# [Exercise]
If a line below contains the string "list", return that line.

# [Information given]
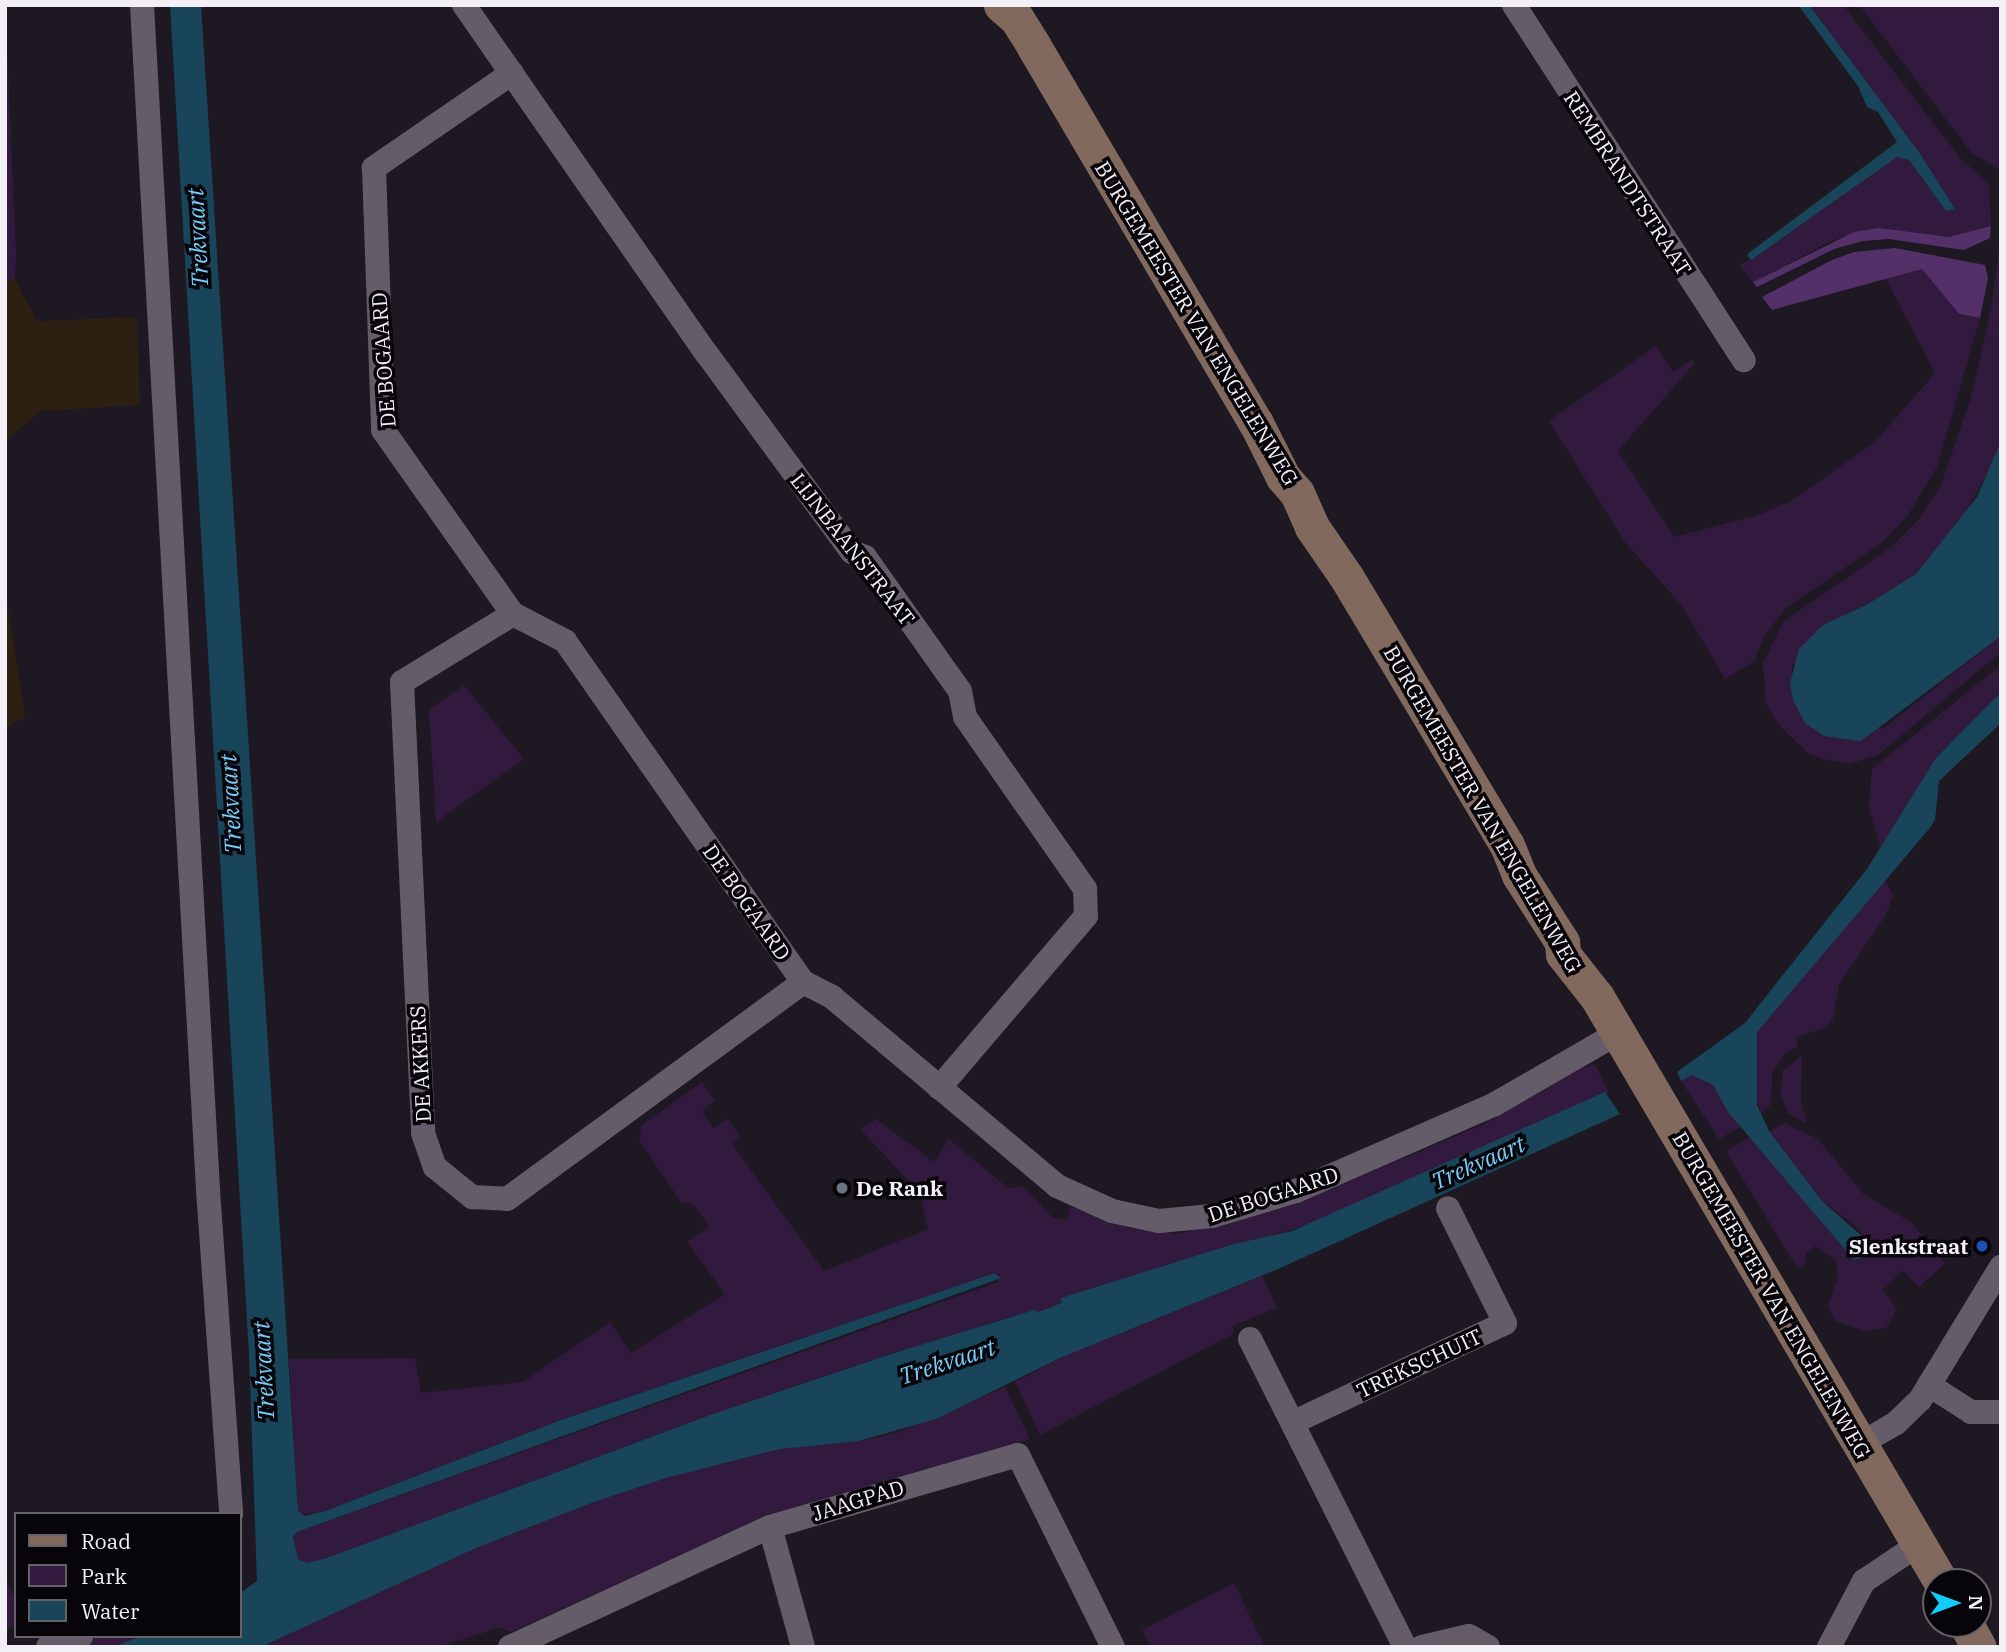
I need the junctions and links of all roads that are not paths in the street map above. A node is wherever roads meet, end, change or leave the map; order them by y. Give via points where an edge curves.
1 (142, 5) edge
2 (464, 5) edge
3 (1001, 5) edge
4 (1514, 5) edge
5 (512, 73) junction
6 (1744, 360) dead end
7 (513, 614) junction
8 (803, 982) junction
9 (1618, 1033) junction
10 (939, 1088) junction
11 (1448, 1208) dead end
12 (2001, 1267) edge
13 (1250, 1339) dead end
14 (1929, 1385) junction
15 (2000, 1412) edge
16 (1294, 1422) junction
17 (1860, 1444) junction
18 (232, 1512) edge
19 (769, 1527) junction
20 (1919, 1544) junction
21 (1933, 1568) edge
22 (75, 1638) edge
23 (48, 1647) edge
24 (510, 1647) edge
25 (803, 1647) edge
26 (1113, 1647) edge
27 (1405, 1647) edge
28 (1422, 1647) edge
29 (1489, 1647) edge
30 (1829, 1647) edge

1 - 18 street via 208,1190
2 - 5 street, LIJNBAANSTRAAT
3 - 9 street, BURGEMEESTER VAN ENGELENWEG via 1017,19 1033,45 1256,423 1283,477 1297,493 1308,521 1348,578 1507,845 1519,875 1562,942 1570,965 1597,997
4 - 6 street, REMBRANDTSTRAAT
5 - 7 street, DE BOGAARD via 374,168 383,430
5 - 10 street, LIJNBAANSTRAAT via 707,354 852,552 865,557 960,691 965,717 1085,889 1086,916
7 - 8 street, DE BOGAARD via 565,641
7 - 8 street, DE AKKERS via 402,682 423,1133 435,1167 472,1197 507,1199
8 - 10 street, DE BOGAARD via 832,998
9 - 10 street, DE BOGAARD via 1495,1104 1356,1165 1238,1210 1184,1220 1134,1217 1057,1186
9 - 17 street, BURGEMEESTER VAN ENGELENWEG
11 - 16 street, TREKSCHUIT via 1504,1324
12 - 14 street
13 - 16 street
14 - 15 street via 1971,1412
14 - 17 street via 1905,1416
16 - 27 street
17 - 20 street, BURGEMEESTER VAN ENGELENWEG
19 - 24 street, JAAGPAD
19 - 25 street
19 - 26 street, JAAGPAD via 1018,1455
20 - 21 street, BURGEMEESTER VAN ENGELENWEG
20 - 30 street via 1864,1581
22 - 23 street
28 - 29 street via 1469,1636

--

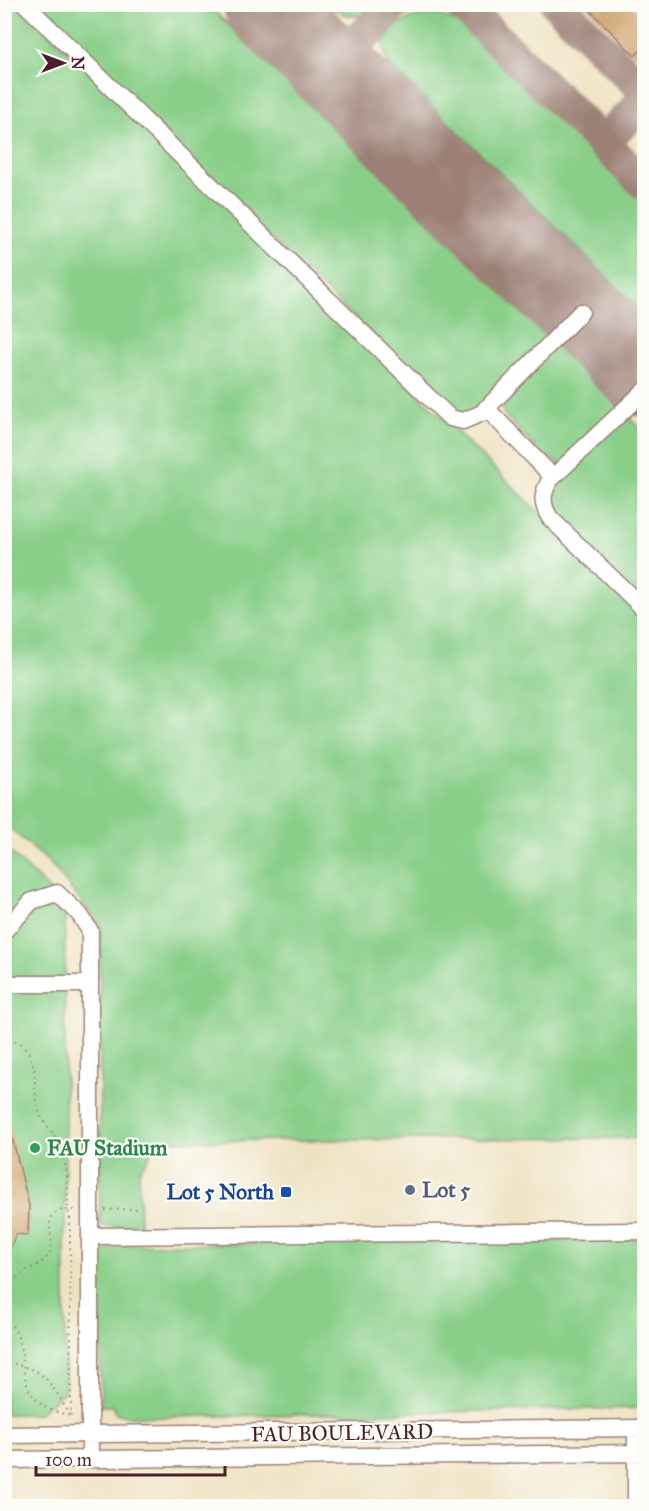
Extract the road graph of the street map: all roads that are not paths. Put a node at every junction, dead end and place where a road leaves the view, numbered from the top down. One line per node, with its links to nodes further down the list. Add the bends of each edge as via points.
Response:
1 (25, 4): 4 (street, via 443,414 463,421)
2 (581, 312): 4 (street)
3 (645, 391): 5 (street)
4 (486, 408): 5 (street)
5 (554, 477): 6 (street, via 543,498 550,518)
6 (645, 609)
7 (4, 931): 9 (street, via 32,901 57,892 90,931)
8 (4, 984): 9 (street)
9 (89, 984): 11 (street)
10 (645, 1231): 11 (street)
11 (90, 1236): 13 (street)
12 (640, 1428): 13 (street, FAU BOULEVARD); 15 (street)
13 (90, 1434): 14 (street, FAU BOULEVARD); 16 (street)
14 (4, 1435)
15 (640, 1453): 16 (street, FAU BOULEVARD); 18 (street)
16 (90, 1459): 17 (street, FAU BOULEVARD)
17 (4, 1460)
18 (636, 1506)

---

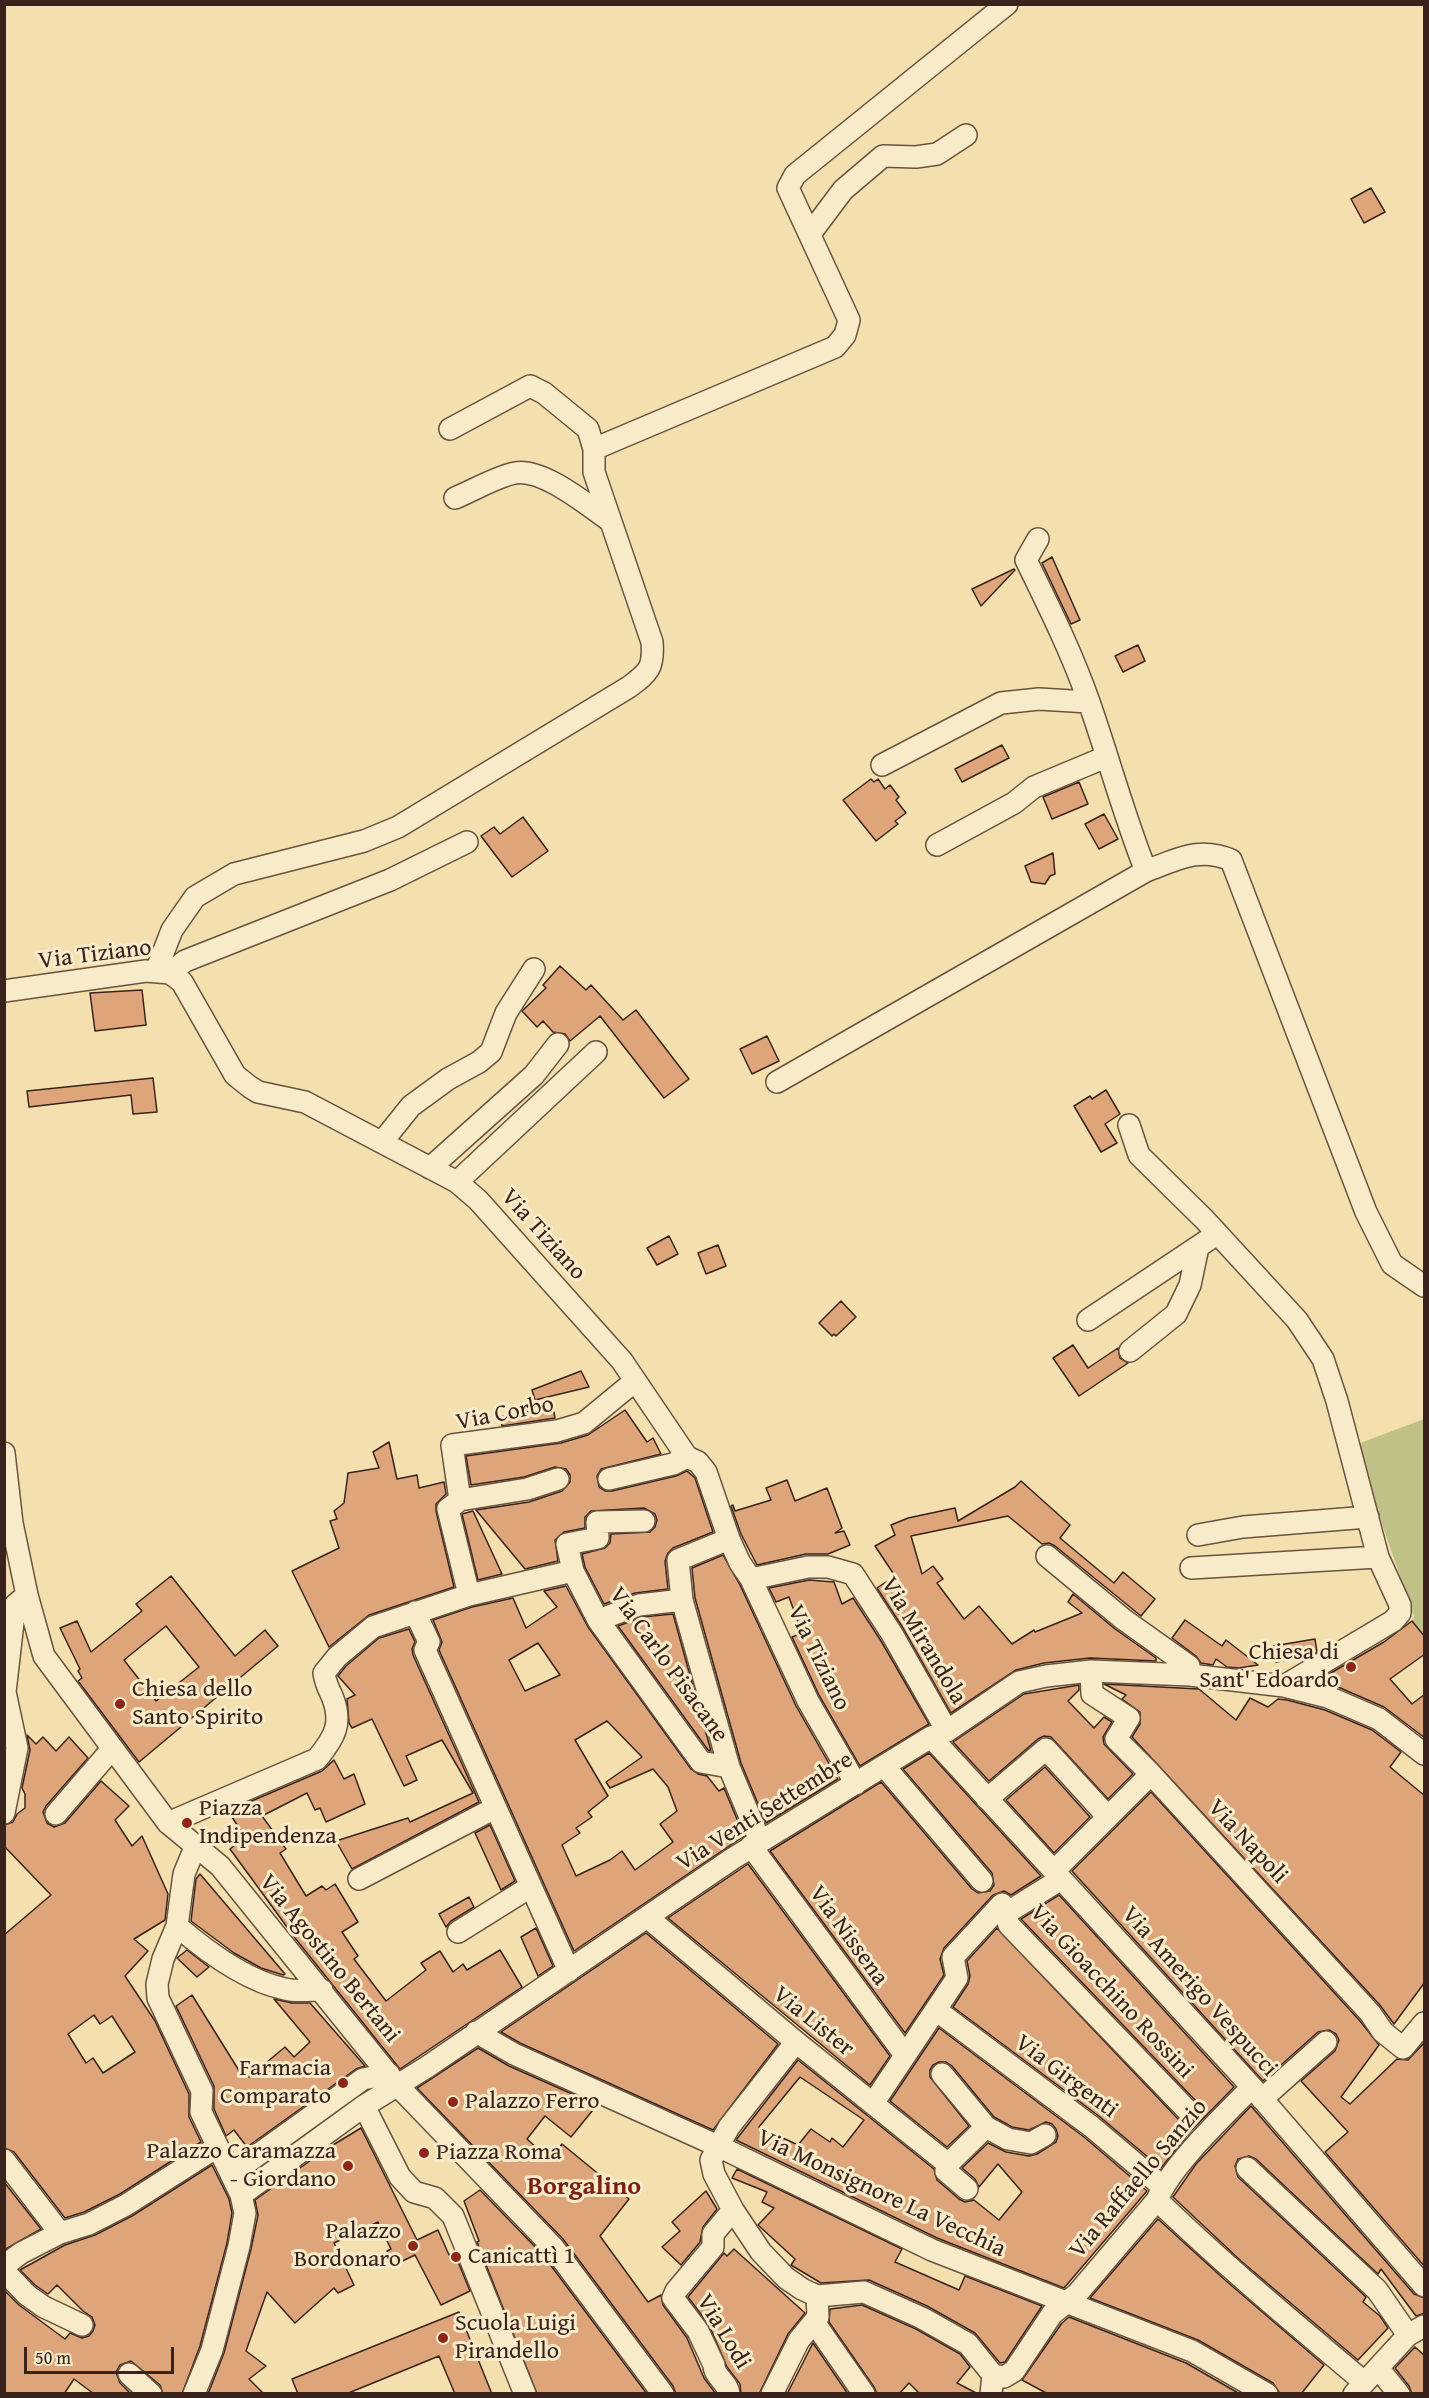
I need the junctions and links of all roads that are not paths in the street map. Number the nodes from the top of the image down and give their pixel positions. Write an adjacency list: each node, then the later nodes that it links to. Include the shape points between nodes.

# [Solution]
Extract the road graph of the street map: all roads that are not paths. Put a node at every junction, dead end and place where a road leaves the view, numbered from the top down. One line per node, with its links to nodes further down the list. Add the bends of each edge as via points.
I need the junctions and links of all roads that are not paths in the street map. Number the nodes from the top of the image down and give their pixel positions. Write an adjacency list: each node, then the later nodes that it links to. Include the shape points between nodes.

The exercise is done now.